> _Exercise instructions_:
Where a line of the listing below includes the word "דיין", reproduce that line.

[Supplied data Boundary: Start]

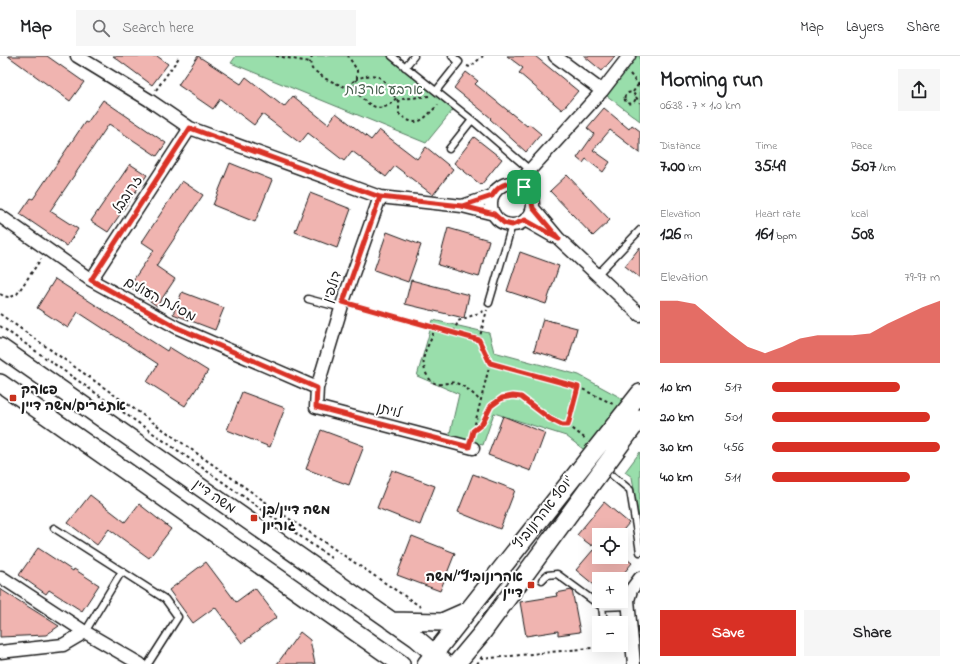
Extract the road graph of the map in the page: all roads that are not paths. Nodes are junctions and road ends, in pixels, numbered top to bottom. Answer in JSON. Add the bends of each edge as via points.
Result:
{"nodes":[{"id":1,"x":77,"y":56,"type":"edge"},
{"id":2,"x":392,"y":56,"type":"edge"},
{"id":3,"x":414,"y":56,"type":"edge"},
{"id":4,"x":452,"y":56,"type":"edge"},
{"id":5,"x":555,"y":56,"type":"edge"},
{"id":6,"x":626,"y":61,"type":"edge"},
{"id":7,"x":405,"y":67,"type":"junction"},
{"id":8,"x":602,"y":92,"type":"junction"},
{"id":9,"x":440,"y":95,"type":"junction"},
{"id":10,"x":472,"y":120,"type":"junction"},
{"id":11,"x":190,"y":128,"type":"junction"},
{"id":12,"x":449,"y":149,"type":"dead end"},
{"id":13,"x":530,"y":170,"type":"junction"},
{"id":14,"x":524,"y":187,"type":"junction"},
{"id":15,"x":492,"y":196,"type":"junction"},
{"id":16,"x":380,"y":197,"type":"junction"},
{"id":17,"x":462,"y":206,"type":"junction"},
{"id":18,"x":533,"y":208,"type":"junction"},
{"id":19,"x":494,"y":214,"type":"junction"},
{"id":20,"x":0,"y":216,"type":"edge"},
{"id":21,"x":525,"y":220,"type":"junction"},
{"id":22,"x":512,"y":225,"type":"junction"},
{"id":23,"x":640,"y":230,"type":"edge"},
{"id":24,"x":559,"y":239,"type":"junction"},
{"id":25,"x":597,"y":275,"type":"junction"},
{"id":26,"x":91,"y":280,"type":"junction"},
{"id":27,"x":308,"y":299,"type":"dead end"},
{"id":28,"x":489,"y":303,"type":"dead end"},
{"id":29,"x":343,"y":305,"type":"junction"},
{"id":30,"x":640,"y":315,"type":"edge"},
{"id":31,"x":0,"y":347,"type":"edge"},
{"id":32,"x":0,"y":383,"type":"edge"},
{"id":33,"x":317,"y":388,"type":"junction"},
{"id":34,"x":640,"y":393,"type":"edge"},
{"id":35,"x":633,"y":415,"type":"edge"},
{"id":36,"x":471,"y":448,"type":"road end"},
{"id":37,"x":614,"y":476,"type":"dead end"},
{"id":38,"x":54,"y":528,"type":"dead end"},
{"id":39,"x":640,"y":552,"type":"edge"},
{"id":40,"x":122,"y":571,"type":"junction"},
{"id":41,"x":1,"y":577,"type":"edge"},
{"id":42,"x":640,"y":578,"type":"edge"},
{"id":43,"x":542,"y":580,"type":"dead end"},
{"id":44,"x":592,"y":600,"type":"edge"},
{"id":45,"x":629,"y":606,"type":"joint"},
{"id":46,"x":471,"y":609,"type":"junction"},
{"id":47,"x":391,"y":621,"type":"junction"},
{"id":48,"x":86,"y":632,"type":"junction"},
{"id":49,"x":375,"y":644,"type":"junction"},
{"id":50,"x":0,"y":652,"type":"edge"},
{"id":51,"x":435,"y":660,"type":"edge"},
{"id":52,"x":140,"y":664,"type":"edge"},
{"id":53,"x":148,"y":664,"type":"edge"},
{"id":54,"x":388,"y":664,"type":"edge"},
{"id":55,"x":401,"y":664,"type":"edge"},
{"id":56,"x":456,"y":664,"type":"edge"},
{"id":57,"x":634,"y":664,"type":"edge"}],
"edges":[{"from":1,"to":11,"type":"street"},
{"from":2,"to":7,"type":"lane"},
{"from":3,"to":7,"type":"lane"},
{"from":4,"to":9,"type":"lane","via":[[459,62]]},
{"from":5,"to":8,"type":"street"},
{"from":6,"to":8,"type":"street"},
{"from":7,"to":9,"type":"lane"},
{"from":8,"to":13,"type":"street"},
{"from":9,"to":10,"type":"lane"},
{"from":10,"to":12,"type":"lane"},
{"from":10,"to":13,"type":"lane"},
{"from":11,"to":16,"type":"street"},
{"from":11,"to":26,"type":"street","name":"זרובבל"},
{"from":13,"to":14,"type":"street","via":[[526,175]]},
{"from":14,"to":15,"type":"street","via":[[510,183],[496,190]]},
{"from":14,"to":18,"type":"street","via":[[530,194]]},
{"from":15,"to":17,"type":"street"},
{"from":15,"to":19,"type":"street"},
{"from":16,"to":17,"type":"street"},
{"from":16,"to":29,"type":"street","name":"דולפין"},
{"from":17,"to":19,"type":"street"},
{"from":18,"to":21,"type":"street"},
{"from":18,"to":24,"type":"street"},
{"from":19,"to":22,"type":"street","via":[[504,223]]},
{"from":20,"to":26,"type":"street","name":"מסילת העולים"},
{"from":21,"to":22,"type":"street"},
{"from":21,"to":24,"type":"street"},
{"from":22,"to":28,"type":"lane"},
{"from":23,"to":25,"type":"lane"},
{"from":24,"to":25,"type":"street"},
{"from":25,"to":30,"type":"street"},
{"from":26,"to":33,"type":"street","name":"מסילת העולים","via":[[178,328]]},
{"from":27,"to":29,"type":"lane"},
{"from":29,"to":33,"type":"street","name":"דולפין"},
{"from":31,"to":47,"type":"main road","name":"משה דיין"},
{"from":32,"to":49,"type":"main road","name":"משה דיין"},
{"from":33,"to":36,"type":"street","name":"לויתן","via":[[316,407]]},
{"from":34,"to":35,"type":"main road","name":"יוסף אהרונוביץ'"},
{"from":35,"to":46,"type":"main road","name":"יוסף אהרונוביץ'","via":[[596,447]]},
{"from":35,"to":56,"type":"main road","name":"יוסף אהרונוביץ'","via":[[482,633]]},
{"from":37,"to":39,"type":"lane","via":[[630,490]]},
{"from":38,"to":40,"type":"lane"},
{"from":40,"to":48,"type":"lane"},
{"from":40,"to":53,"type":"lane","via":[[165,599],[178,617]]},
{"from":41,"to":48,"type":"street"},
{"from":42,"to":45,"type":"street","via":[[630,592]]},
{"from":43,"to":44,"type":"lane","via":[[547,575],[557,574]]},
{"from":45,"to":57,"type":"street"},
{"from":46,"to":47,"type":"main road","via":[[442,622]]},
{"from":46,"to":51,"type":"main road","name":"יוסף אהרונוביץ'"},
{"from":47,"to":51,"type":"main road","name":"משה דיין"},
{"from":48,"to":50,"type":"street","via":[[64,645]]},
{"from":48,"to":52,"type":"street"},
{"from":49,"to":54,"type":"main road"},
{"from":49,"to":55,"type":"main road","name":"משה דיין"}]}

[Supplied data Boundary: End]

> _Worked solution_:
{"from":31,"to":47,"type":"main road","name":"משה דיין"},
{"from":32,"to":49,"type":"main road","name":"משה דיין"},
{"from":47,"to":51,"type":"main road","name":"משה דיין"},
{"from":49,"to":55,"type":"main road","name":"משה דיין"}]}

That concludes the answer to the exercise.